Deep Learning Made Easy: Activation Functions, Parameters and Hyperparameters an...

This is the third part of the series Deep Learning Made Easy . Check out the previous articlehere.

In Part 2 , I introduced you with binary classification (0 vs 1), Logistic Regression, Cost function and Loss function, Gradient Descent and Forward and Backward Propagation. In this part of the series, we’ll be discussing -

Activation Functions
Random Initilaziton
Parameters vs Hyperparameters

The aim of this article is to be able to apply a variety of activation functions in a neural network and understand the role of hyperparameters in deep learning

#Activation Functions :

A neural network without an activation function is just a linear regression model

Neural network activation functions are a crucial component of deep learning. Activation functions determine the output of a deep learning model, its accuracy, and also the computational efficiency of training a model, which can make or break a large scale neural network. Activation functions are mathematical equations that determine the output of a neural network. The activation function is attached to each neuron in the network and determines whether it should be activated or not, based on whether each neuron’s input is relevant for the model’s prediction. Activation functions also help normalize the output of each neuron to a range between 1 and 0 or between -1 and 1.

#Linear Activation Function :

A linear activation function takes the form: A = CX

A linear function is just a polynomial of degree one. A linear equation is easy to solve but they are limited in their complexity and have less power to learn complex functional mappings. While using a linear function it is not possible to use backpropagation (gradient descent) to train the model as the derivative of the function is a constant, and therefore, has no relation to the input X. So it’s not possible to go back and understand which weights in the input neurons can provide a better prediction.

Also, all layers of the neural network collapse into one with linear activation functions — no matter how many layers in the neural network, the last layer will be a linear function of the first layer (because a linear combination of linear functions is still a linear function). So a linear activation function turns the neural network into just one layer.

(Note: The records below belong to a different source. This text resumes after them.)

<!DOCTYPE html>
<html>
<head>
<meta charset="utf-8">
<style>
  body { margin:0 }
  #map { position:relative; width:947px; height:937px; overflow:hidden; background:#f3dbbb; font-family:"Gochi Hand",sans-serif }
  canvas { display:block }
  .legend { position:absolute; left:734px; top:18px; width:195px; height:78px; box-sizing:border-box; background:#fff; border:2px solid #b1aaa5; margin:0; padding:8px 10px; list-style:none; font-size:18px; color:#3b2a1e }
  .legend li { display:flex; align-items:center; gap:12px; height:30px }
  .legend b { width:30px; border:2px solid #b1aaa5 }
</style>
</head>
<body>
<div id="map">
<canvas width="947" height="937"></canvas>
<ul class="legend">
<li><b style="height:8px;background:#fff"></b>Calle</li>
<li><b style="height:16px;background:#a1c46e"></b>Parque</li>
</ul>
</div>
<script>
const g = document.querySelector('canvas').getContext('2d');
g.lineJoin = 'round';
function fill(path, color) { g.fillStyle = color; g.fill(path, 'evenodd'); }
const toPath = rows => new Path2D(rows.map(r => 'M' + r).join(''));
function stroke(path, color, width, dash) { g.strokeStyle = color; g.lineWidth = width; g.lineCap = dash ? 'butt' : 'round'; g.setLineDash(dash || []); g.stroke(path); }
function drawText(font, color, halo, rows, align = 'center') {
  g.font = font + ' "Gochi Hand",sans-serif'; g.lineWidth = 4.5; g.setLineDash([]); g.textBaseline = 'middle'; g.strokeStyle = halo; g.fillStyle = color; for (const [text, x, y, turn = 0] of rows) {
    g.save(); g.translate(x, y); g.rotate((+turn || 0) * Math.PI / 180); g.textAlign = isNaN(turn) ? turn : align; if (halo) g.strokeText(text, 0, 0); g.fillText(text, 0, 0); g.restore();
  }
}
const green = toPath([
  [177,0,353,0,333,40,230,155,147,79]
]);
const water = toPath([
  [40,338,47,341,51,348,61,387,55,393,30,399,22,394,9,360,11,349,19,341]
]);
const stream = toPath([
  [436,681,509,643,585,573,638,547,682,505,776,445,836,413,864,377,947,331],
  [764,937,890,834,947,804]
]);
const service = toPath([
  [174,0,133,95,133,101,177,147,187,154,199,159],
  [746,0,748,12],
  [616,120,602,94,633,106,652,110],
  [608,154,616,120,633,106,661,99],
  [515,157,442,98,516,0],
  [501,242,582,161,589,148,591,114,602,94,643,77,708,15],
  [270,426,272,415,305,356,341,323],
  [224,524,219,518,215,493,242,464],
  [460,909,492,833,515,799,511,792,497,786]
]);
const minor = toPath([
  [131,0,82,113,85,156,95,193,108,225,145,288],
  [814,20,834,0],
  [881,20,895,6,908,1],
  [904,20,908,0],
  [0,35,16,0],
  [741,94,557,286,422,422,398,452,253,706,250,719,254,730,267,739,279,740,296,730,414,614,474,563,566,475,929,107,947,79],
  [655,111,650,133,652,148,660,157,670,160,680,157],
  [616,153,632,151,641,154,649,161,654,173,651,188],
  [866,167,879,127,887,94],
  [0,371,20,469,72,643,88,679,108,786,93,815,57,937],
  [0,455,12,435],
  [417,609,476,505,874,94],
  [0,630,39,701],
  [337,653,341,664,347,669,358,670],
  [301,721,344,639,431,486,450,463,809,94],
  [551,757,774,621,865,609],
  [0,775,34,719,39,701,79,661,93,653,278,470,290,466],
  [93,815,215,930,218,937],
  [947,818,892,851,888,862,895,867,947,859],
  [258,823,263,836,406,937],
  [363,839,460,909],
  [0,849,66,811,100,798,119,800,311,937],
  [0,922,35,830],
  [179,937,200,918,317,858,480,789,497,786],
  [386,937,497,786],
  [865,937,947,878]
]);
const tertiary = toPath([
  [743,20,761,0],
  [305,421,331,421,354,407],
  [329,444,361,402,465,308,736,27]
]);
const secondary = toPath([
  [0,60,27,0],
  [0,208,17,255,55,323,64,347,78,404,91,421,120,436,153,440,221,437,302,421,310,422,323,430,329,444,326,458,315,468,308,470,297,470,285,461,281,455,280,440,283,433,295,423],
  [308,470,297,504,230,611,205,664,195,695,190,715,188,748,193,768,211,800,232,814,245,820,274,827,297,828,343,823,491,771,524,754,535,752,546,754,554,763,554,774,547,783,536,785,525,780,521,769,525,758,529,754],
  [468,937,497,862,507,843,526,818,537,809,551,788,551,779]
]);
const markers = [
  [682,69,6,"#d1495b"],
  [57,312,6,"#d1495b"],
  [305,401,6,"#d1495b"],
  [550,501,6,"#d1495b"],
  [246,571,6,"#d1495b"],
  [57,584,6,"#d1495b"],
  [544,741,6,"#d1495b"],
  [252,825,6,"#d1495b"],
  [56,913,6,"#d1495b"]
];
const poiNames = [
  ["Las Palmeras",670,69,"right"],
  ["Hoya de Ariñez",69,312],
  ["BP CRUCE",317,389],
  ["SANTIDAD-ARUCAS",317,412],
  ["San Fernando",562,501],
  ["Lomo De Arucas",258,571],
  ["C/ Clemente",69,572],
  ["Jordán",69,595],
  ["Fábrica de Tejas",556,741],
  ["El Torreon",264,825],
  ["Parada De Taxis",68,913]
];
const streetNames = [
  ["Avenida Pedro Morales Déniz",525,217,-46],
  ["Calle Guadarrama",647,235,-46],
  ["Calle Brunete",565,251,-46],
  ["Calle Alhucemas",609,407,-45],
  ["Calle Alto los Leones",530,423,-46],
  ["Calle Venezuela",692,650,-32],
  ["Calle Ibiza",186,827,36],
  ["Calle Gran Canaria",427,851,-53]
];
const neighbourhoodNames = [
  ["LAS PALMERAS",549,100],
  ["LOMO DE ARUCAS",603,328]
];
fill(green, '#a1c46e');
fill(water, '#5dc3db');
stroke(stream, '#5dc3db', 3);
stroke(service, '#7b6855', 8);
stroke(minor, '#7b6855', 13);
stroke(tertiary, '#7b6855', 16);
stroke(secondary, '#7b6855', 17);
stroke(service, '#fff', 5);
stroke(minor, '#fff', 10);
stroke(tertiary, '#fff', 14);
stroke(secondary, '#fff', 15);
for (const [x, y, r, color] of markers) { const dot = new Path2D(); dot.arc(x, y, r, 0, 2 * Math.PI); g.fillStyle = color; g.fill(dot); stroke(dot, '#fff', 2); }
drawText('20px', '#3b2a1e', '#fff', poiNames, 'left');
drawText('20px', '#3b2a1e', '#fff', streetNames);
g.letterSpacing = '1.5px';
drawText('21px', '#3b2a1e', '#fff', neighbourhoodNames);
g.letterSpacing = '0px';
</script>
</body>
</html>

#Non-linear Activation Functions :

Non-linear functions are those which have a degree more than one and a curvature when plotted on a plane. The benefits of using them are that they allow backpropagation because of having a derivative function which is related to the inputs. They also allow “stacking” of multiple layers of neurons to create a deep neural network. Multiple hidden layers of neurons are needed to learn complex data sets with high levels of accuracy.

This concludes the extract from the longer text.